> Exercise goal
Lines below that hold the word "paths" must be copied in full.

Start of Material for this exercise

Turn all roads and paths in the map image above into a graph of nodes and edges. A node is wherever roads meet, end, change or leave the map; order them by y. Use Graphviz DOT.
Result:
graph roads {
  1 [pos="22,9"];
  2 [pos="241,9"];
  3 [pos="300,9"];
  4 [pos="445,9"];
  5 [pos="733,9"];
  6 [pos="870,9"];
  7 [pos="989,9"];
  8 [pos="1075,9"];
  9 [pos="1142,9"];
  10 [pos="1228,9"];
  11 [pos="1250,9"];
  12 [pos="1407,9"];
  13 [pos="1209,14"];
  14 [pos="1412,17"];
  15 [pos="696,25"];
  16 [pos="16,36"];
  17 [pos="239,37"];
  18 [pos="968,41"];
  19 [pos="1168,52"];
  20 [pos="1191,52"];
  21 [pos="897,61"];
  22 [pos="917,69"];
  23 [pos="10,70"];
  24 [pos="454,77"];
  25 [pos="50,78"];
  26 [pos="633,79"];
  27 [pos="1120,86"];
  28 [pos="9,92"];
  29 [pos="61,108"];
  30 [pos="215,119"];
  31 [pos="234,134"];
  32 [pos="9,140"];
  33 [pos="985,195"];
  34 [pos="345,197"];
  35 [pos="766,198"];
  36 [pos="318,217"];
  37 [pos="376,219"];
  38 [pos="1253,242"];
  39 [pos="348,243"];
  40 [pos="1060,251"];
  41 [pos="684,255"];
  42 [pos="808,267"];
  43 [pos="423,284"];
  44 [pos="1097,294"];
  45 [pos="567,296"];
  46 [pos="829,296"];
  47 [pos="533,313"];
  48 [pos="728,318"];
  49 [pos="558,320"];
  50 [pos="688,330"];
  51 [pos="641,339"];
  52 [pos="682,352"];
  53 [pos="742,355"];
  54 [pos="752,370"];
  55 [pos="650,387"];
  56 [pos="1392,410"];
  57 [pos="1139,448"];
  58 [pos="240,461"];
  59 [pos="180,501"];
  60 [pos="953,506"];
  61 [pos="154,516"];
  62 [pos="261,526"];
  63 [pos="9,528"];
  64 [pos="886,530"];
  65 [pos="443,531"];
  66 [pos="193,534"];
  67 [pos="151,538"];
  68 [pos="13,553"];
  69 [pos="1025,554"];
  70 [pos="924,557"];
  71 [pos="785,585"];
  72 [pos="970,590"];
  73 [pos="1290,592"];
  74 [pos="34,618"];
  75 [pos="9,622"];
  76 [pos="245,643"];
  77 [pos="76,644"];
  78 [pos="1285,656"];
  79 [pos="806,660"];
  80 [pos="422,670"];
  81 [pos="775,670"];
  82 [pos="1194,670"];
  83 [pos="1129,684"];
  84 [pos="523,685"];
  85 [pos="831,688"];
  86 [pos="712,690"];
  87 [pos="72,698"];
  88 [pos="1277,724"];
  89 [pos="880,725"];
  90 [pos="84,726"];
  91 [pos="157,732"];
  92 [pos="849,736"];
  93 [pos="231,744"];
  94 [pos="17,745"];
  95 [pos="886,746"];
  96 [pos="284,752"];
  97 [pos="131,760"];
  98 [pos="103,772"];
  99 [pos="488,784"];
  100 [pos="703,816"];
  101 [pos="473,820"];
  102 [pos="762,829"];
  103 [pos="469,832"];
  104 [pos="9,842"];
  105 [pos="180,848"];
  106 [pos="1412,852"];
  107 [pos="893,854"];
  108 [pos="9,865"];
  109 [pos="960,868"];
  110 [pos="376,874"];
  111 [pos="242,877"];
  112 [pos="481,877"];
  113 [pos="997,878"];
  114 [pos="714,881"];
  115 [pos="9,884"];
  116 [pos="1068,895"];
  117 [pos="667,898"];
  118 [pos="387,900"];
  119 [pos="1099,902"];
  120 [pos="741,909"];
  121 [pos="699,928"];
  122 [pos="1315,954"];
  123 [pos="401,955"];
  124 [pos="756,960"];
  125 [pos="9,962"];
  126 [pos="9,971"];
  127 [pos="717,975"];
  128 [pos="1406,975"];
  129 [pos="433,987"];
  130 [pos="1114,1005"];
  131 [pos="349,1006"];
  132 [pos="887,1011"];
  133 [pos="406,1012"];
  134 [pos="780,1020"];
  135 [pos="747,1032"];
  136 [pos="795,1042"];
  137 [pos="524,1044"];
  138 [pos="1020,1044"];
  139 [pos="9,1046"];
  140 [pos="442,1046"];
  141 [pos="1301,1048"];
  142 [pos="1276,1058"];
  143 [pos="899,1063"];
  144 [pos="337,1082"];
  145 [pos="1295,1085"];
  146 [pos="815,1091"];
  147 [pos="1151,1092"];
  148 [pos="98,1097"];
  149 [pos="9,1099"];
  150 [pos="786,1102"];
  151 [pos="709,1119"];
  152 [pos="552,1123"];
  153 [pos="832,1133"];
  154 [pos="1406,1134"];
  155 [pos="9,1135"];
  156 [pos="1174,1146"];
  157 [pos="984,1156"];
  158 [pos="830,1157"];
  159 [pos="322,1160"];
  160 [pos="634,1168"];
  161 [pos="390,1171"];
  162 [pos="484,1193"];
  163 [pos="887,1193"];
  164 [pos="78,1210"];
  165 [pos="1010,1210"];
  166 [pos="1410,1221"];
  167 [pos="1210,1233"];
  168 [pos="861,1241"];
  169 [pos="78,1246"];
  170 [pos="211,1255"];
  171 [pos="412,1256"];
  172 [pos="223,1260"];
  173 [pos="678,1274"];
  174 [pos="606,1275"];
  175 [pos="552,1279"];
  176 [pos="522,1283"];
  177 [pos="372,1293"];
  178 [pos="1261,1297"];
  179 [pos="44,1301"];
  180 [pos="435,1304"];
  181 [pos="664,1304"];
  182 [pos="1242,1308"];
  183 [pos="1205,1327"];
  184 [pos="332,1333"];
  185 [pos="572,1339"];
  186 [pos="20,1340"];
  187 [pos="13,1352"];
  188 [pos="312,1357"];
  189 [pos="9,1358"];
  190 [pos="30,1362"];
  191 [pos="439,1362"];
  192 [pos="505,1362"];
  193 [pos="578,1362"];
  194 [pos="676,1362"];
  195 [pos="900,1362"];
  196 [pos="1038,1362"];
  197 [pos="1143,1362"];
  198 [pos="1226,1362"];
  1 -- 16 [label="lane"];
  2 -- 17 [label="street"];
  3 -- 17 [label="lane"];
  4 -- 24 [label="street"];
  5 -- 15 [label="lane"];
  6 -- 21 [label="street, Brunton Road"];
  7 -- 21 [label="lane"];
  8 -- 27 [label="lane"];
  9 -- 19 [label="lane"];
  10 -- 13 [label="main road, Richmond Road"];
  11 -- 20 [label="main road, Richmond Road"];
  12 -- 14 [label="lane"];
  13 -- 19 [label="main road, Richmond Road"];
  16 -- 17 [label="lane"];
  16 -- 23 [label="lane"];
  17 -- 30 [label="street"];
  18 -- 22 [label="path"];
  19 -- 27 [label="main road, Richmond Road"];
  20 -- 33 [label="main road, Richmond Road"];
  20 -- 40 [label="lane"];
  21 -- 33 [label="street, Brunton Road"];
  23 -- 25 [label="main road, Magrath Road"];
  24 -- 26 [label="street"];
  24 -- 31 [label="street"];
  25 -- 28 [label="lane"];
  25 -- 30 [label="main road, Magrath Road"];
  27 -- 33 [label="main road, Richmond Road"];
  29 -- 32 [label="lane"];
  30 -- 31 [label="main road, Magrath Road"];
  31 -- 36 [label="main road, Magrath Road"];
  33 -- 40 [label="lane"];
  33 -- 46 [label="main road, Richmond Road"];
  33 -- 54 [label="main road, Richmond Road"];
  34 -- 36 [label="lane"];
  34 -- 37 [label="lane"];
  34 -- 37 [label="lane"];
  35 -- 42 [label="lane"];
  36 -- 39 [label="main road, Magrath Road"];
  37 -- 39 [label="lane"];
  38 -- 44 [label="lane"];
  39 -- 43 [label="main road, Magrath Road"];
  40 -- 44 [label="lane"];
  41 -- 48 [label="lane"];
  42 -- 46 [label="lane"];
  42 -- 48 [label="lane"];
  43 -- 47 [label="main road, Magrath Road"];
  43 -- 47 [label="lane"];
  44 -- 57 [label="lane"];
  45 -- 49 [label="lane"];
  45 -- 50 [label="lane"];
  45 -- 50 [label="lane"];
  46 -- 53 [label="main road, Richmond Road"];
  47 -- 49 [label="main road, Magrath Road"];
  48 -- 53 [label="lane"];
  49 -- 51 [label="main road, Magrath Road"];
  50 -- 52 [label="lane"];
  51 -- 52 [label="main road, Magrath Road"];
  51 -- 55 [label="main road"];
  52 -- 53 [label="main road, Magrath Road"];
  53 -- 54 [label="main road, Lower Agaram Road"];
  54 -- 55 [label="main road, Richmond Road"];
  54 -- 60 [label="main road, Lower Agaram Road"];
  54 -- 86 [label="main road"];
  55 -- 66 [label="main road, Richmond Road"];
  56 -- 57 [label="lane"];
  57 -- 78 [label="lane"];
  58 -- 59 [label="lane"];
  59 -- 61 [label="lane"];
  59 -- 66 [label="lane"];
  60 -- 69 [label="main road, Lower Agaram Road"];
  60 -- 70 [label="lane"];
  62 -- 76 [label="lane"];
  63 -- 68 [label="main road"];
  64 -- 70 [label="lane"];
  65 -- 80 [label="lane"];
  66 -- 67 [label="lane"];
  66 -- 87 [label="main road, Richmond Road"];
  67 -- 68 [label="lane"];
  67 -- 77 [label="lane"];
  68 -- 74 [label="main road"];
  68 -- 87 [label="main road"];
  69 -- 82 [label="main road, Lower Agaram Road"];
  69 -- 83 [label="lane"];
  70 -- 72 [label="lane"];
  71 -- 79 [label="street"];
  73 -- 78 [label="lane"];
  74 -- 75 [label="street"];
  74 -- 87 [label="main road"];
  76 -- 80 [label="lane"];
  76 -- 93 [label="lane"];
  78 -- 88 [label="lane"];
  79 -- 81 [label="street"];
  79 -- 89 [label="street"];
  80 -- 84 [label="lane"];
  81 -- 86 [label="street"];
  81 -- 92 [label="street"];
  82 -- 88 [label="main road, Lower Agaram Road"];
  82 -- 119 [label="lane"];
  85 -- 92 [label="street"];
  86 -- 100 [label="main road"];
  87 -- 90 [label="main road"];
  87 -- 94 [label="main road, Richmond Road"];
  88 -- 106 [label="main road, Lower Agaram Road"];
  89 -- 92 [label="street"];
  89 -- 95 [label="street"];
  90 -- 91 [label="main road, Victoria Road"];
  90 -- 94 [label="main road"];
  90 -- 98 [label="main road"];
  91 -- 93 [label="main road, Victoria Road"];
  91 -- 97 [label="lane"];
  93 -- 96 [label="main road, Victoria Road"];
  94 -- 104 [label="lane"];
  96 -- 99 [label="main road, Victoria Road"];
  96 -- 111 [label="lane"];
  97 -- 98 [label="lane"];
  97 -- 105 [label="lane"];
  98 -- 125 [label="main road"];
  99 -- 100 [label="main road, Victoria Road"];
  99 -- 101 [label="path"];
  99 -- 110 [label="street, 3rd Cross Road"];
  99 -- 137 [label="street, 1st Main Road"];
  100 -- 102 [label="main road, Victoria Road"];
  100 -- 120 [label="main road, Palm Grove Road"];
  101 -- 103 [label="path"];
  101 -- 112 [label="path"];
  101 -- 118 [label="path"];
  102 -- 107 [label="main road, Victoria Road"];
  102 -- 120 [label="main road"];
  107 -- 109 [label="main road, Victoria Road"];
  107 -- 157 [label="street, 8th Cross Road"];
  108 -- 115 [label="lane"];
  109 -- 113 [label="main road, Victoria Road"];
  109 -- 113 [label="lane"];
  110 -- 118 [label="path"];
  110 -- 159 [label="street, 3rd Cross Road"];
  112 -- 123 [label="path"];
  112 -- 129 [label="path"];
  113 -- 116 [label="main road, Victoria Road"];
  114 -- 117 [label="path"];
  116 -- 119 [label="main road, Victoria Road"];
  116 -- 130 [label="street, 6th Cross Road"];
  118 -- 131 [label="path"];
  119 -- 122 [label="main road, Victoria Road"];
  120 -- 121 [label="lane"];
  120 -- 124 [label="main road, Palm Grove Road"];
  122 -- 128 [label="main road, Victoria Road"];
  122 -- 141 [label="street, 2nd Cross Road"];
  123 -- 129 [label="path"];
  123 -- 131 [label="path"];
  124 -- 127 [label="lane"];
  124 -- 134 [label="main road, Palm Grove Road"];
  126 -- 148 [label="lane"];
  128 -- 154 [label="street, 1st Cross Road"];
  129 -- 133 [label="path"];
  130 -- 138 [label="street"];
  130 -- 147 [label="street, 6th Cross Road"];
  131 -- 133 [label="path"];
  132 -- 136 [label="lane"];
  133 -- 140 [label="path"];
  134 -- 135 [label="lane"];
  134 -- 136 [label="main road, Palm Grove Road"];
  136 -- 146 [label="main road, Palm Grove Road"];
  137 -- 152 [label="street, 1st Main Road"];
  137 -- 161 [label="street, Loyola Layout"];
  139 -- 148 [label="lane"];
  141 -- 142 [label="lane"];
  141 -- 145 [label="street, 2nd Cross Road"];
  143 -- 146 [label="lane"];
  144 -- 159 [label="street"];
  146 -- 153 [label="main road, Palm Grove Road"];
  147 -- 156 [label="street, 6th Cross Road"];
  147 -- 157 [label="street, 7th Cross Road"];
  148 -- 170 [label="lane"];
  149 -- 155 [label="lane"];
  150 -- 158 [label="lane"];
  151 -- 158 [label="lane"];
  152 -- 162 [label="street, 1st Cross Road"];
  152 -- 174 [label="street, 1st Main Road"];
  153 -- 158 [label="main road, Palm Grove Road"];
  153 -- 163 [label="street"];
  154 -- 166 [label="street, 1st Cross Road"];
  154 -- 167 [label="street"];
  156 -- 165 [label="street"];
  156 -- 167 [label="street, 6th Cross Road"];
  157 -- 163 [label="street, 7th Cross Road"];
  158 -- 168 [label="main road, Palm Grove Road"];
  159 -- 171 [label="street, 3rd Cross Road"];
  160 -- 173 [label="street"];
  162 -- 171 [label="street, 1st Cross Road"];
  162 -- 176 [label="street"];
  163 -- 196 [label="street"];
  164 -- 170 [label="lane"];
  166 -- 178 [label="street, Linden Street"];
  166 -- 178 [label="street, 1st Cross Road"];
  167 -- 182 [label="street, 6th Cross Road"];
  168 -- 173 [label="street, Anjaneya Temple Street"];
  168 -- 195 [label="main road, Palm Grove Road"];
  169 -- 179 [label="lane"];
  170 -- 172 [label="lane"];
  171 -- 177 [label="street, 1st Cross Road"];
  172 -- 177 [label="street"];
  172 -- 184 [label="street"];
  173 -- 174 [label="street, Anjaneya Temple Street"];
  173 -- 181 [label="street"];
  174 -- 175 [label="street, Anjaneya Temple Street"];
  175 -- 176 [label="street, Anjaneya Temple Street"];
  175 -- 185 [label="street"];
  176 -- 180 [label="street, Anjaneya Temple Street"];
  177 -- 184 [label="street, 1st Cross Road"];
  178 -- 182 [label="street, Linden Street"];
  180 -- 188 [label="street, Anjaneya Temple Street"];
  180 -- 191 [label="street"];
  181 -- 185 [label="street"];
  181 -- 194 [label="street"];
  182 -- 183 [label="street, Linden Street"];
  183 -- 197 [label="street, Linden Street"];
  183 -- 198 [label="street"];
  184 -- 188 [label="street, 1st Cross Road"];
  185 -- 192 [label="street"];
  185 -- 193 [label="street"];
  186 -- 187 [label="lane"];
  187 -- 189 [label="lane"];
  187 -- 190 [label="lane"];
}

End of Material for this exercise
Start of Material for this exercise

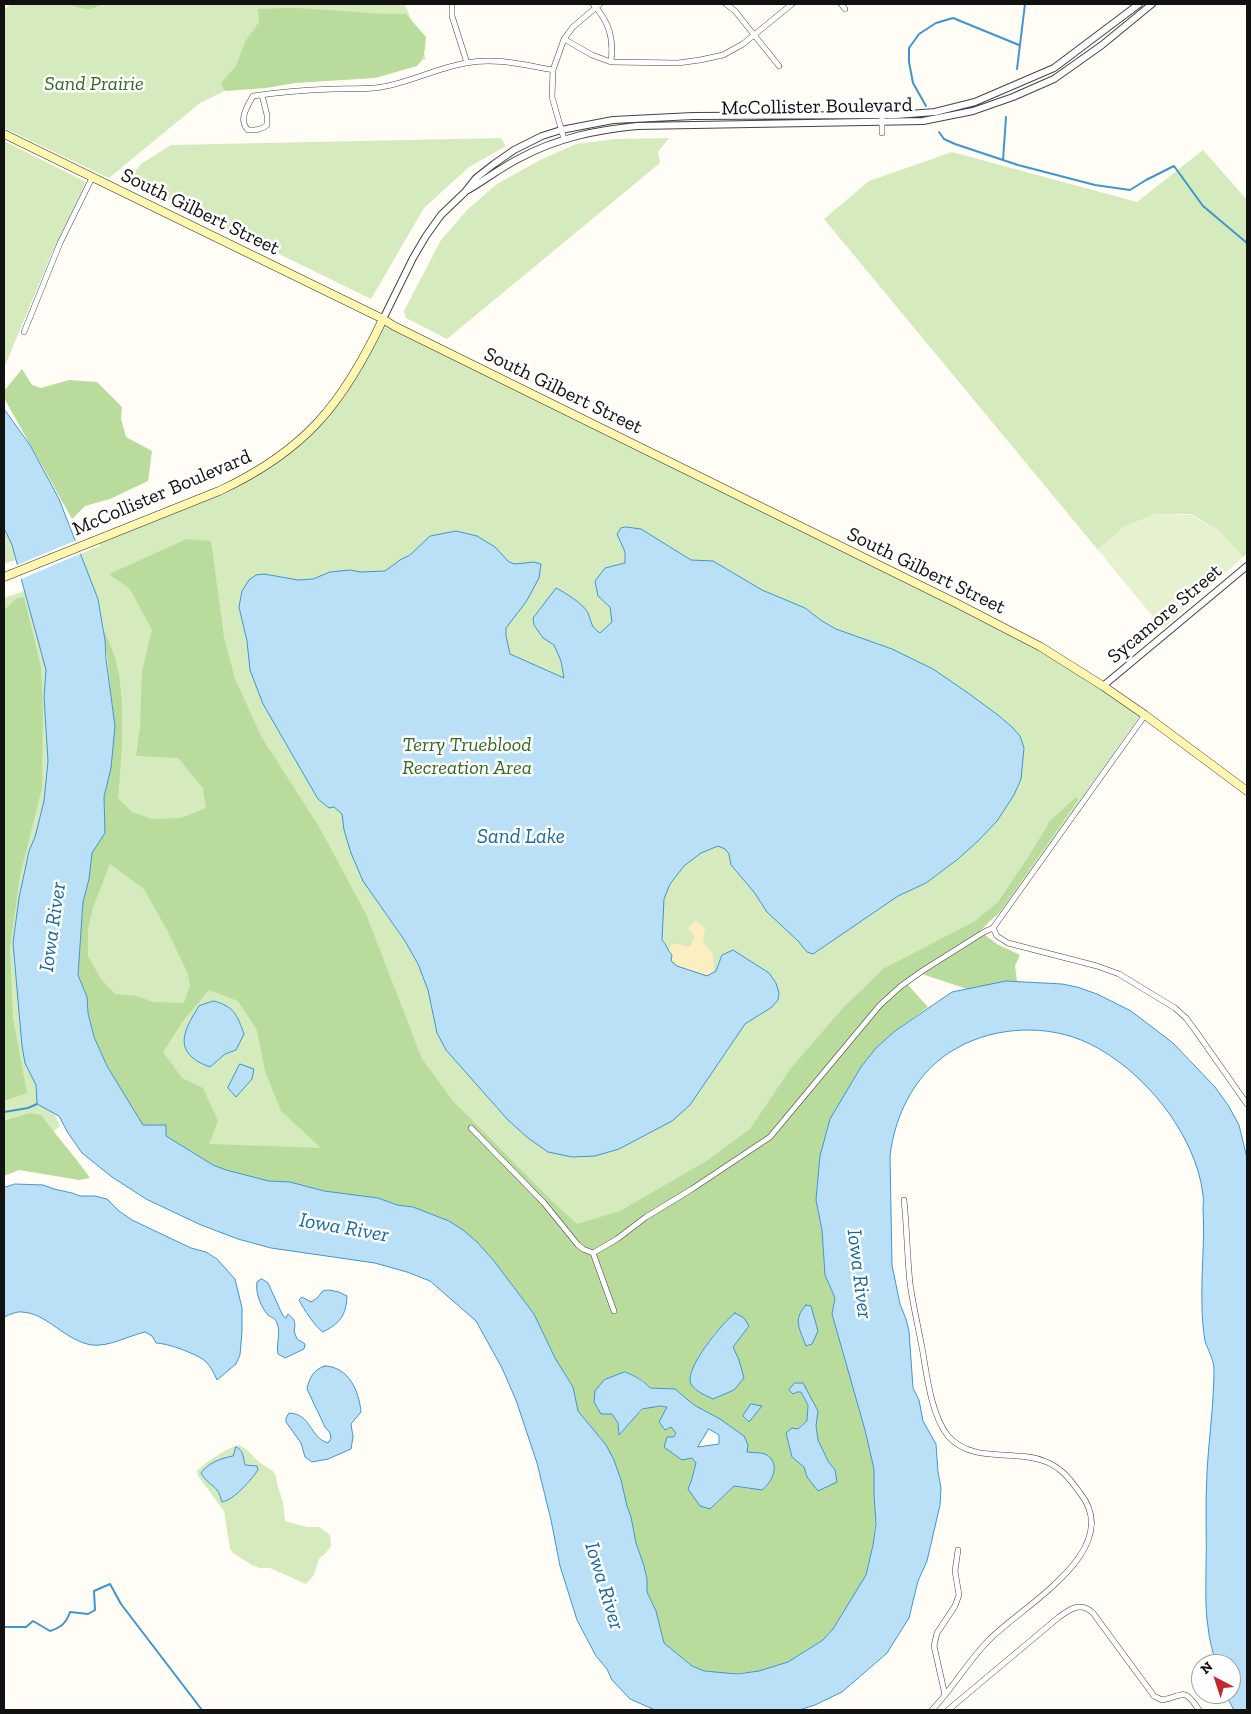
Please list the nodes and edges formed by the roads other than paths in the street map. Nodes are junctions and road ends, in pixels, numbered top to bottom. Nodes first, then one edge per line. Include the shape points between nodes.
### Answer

End of Material for this exercise

> Solution for this exercise
Turn all roads and paths in the map image above into a graph of nodes and edges. A node is wherever roads meet, end, change or leave the map; order them by y. Use Graphviz DOT.
Please list the nodes and edges formed by the roads other than paths in the street map. Nodes are junctions and road ends, in pixels, numbered top to bottom. Nodes first, then one edge per line. Include the shape points between nodes.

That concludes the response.